TASK » Retype, word for word, every line from the one holding "thumb mcp: (799, 923)" through the one holding "ring pip: (1127, 782)" in the entries below, both included, and only those lines.

INFORMATION SUPPLIED »
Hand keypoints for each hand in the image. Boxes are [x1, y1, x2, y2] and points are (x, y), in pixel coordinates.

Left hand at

==

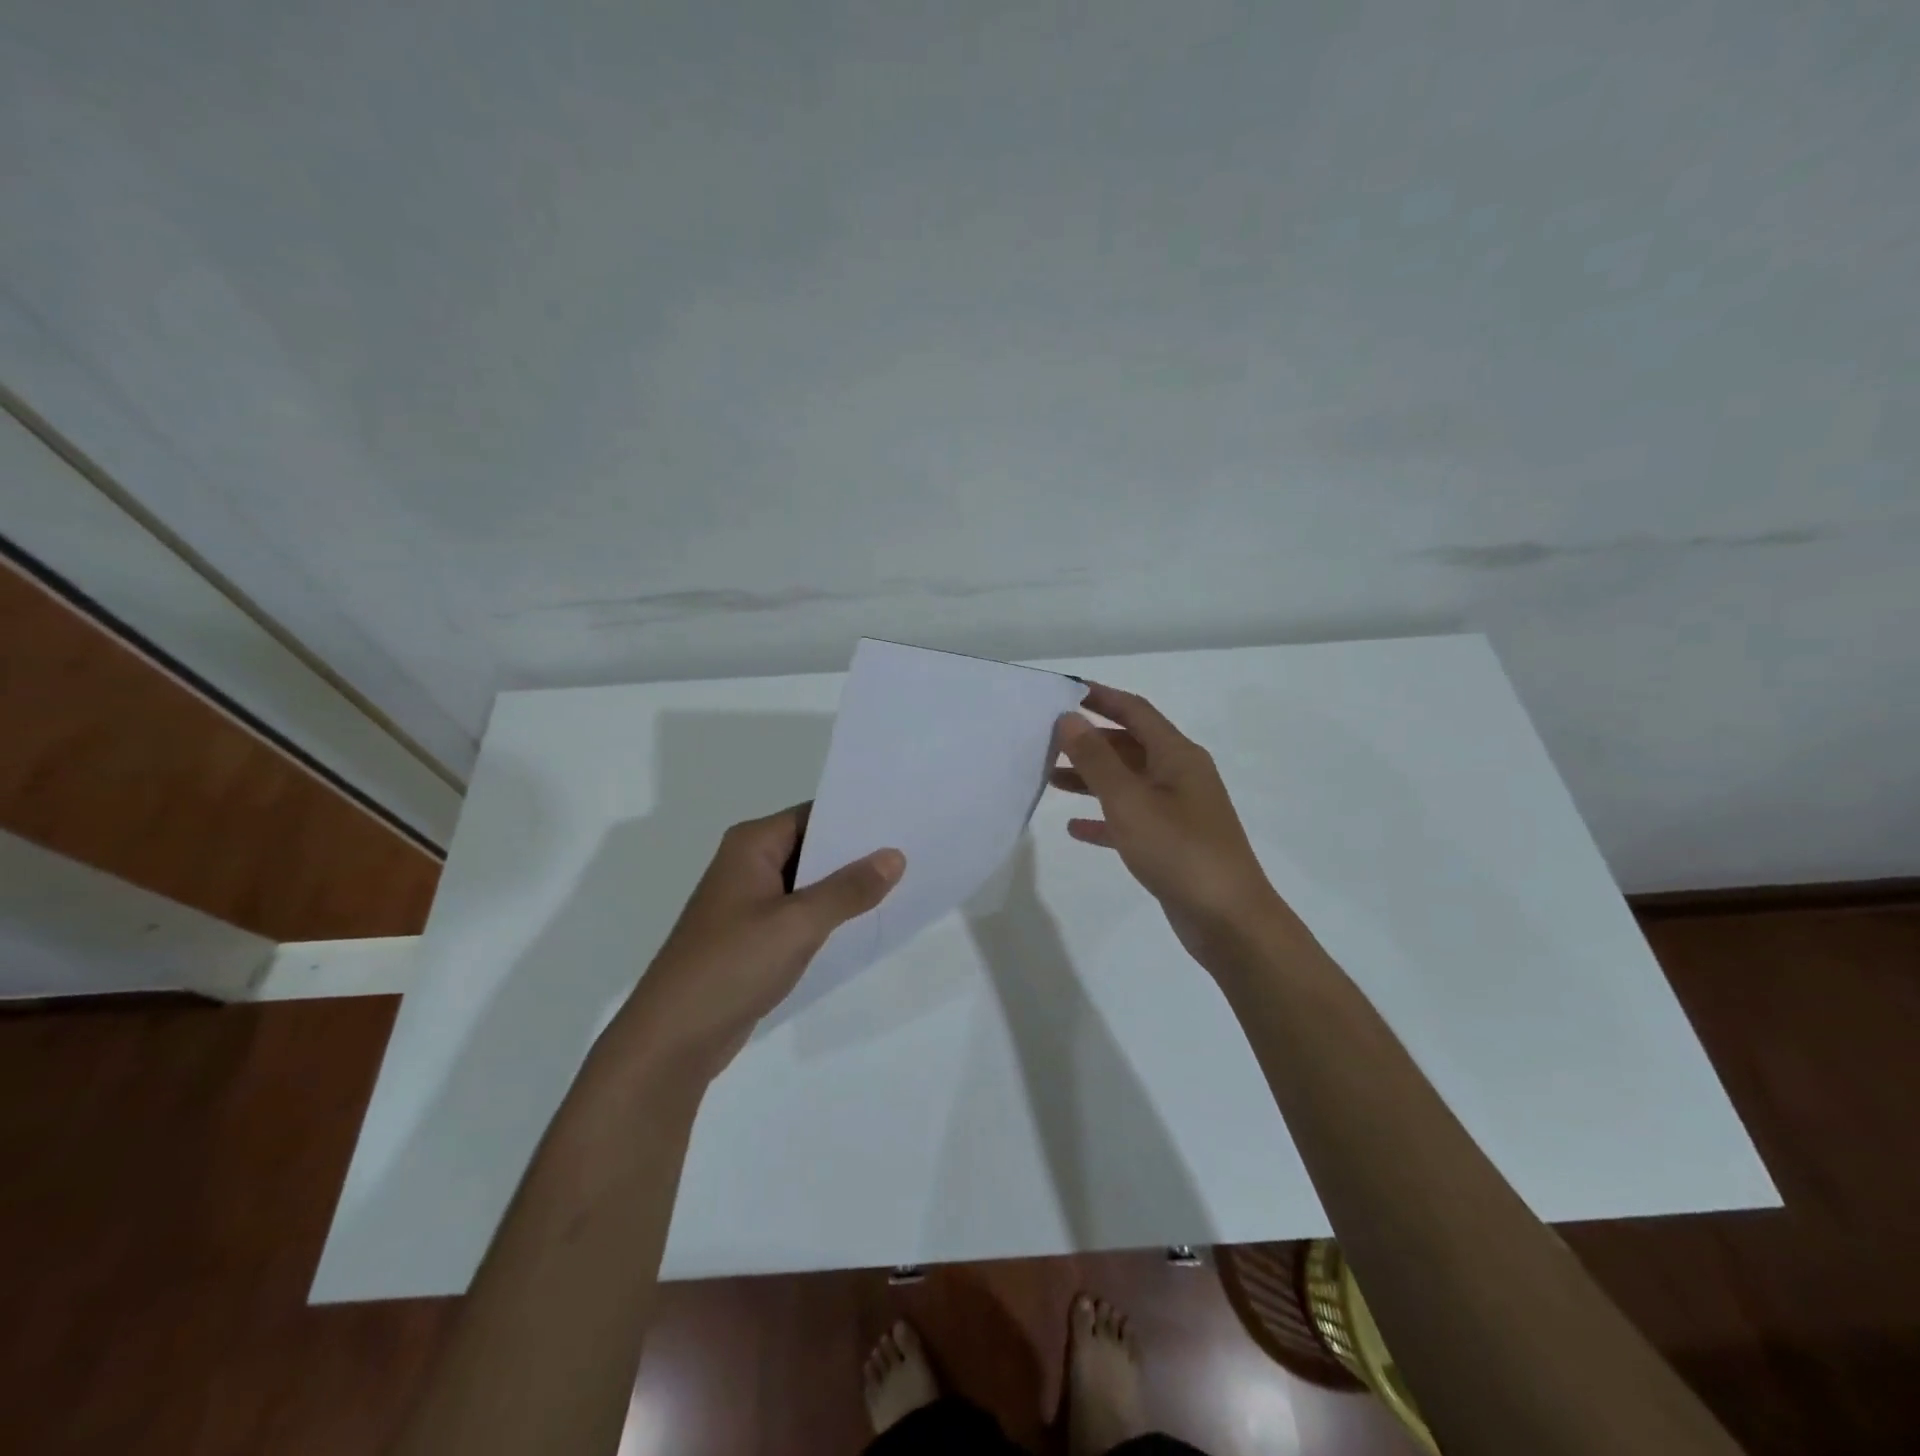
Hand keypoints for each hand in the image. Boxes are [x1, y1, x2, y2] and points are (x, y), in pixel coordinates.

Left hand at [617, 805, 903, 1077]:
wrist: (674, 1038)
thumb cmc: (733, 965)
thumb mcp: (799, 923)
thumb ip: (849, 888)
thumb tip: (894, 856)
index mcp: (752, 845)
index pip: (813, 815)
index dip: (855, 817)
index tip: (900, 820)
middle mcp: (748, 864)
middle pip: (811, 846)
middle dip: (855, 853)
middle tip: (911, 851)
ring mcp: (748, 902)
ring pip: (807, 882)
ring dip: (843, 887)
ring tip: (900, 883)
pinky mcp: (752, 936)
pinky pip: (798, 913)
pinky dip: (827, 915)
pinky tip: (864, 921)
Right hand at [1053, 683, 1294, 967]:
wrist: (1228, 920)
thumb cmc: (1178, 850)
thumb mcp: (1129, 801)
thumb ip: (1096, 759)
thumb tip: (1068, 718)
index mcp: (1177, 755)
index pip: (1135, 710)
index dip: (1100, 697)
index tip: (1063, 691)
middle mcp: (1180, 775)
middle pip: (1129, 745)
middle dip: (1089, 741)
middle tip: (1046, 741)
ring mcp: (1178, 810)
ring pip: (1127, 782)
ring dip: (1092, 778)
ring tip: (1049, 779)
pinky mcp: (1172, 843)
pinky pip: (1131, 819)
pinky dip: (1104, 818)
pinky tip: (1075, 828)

* * *

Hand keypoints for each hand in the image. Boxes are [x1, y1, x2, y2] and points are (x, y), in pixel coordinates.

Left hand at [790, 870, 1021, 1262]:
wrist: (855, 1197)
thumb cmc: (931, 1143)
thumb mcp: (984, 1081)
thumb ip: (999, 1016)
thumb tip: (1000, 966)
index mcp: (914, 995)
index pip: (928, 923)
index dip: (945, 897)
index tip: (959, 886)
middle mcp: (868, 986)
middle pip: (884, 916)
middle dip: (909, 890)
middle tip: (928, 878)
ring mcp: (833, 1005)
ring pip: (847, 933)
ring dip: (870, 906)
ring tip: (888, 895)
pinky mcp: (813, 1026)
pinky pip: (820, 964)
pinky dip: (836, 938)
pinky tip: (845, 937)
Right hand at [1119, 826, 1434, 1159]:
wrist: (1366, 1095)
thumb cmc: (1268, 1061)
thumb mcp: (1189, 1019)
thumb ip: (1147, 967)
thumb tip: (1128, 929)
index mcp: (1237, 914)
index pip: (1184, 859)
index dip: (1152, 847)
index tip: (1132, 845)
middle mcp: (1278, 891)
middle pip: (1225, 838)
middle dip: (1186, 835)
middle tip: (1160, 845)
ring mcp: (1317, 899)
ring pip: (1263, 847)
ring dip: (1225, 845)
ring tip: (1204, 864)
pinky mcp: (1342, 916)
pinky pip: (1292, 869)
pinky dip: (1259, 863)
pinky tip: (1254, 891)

RESPONSE TO THIS TASK »
thumb mcp: (799, 923)
thumb ip: (849, 888)
thumb tip: (894, 856)
index mcp: (752, 845)
index pip: (813, 815)
index dip: (855, 817)
index tip: (900, 820)
middle mcp: (748, 864)
middle pip: (811, 846)
middle dip: (855, 853)
middle tip: (911, 851)
ring mcp: (748, 902)
ring pip: (807, 882)
ring dip: (843, 887)
ring tip: (900, 883)
pinky mcp: (752, 936)
pinky pip: (798, 913)
pinky dip: (827, 915)
pinky tip: (864, 921)
Right hand at [1053, 683, 1294, 967]:
wrist: (1228, 920)
thumb cmc: (1178, 850)
thumb mcp: (1129, 801)
thumb ip: (1096, 759)
thumb tip: (1068, 718)
index mcp: (1177, 755)
index pip: (1135, 710)
index dip: (1100, 697)
index tip: (1063, 691)
middle mcp: (1180, 775)
middle pip: (1129, 745)
middle dip: (1089, 741)
middle tip: (1046, 741)
ring mcp: (1178, 810)
ring pip: (1127, 782)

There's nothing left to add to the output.